Both an underactive and overactive thyroid can disrupt your cycle. Your thyroid hormones influence the same signaling chain that controls ovulation. When they’re off balance, the hormones that trigger egg release get disrupted too. An underactive thyroid has an additional effect: it can raise your levels of prolactin, a hormone normally associated with breastfeeding. Elevated prolactin can prevent ovulation entirely, which means no period.

Thyroid issues often come with other symptoms. An underactive thyroid might cause fatigue, weight gain, feeling cold, and dry skin. An overactive thyroid can cause weight loss, anxiety, a racing heart, and heat intolerance. A simple blood test can check your thyroid function.

Medications That Can Stop Your Period

Several common medications interfere with the hormones that drive your cycle. The most well-known are hormonal birth control methods, which are designed to alter your cycle and can suppress periods entirely in some people. But other drug classes can do this unintentionally:

  • Antipsychotics and some antidepressants can raise prolactin levels, which blocks ovulation
  • Blood pressure medications in certain classes
  • Opioid pain medications
  • Stomach acid blockers (H2 blockers)

If your period disappeared after starting a new medication, that’s a strong clue. Don’t stop taking a prescribed medication on your own, but it’s worth a conversation with whoever prescribed it.

Coming Off Birth Control

If you recently stopped hormonal contraception, it’s normal for your period to take some time to return. The delay is most noticeable in the first three months after stopping. After that, cycles tend to become more regular. In studies tracking women who stopped the pill to conceive, about 72% were pregnant within 12 months and 91% within two years, suggesting most cycles normalize well within a year.

Injectable contraceptives tend to cause a longer delay than pills. Some people don’t get a period for several months after their last injection, which is expected given how the medication works.

Perimenopause

If you’re in your 40s (or sometimes your late 30s), skipped or irregular periods may be the first sign of perimenopause. This is the transition phase before menopause, and it can last several years. During this time, your hormone levels fluctuate unpredictably. You might skip a month, have two periods close together, or go several months without one before it returns.

Other signs include hot flashes, night sweats, sleep changes, and mood shifts. While most women enter perimenopause in their 40s, some notice changes as early as their mid-30s.

When a Missing Period Needs Medical Attention

A period that’s a few days or even a couple weeks late once in a while is usually not a concern, especially if you can point to an obvious trigger like stress, illness, or travel. But there are clear thresholds where evaluation is warranted.

If you normally have regular cycles and your period is a week late, pregnancy should be ruled out.

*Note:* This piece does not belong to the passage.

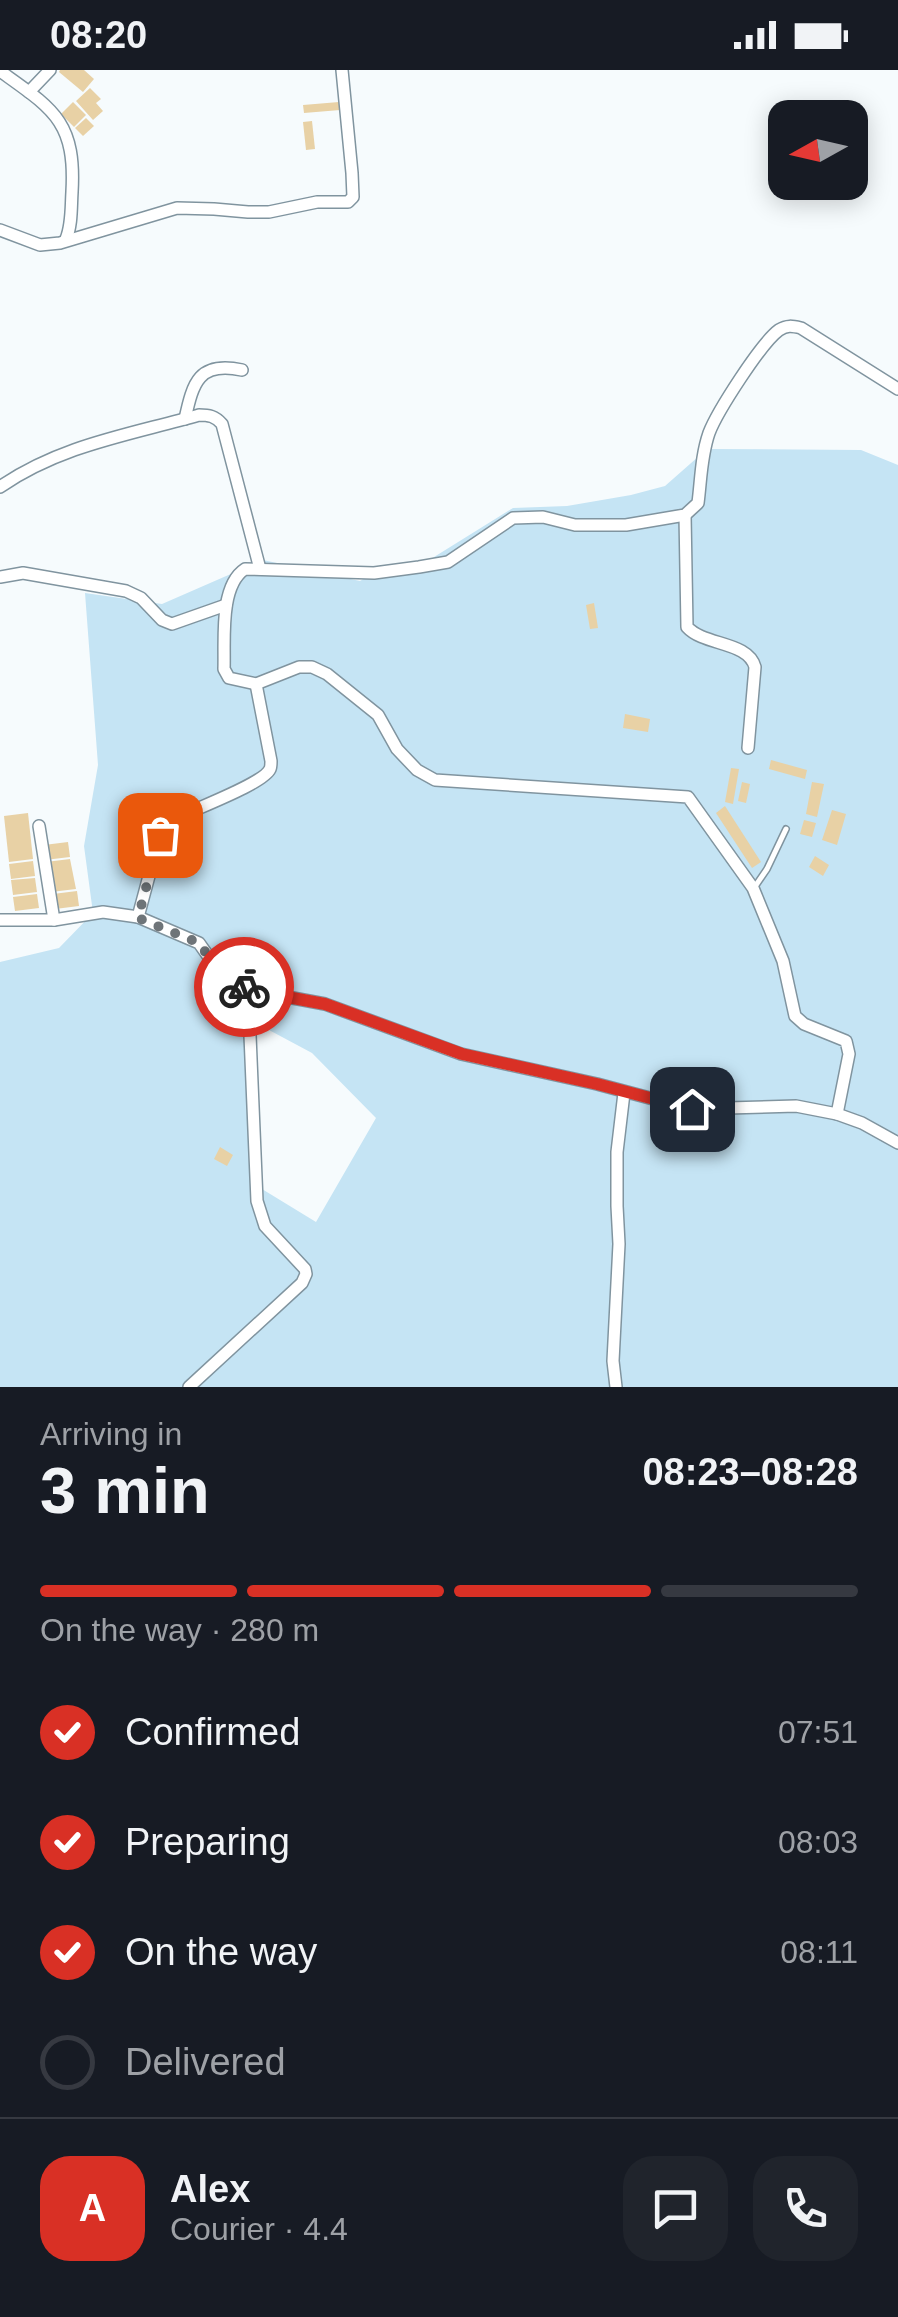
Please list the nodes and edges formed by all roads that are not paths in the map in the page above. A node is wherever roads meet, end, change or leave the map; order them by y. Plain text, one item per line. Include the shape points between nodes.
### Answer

If your period has been absent for more than 3 months and you previously had regular cycles, that meets the clinical definition of secondary amenorrhea and should be evaluated. If your cycles have always been irregular, the threshold is 6 months without a period. For teens who haven’t gotten their first period by age 15, that also warrants investigation.

Evaluation is straightforward and usually starts with blood tests to check for pregnancy, thyroid function, prolactin levels, and reproductive hormones. Getting a diagnosis matters because a missing period isn’t just an inconvenience. Regular ovulation and menstruation play a role in bone health and cardiovascular health over time, so understanding the cause is worth pursuing even if you’re not trying to get pregnant.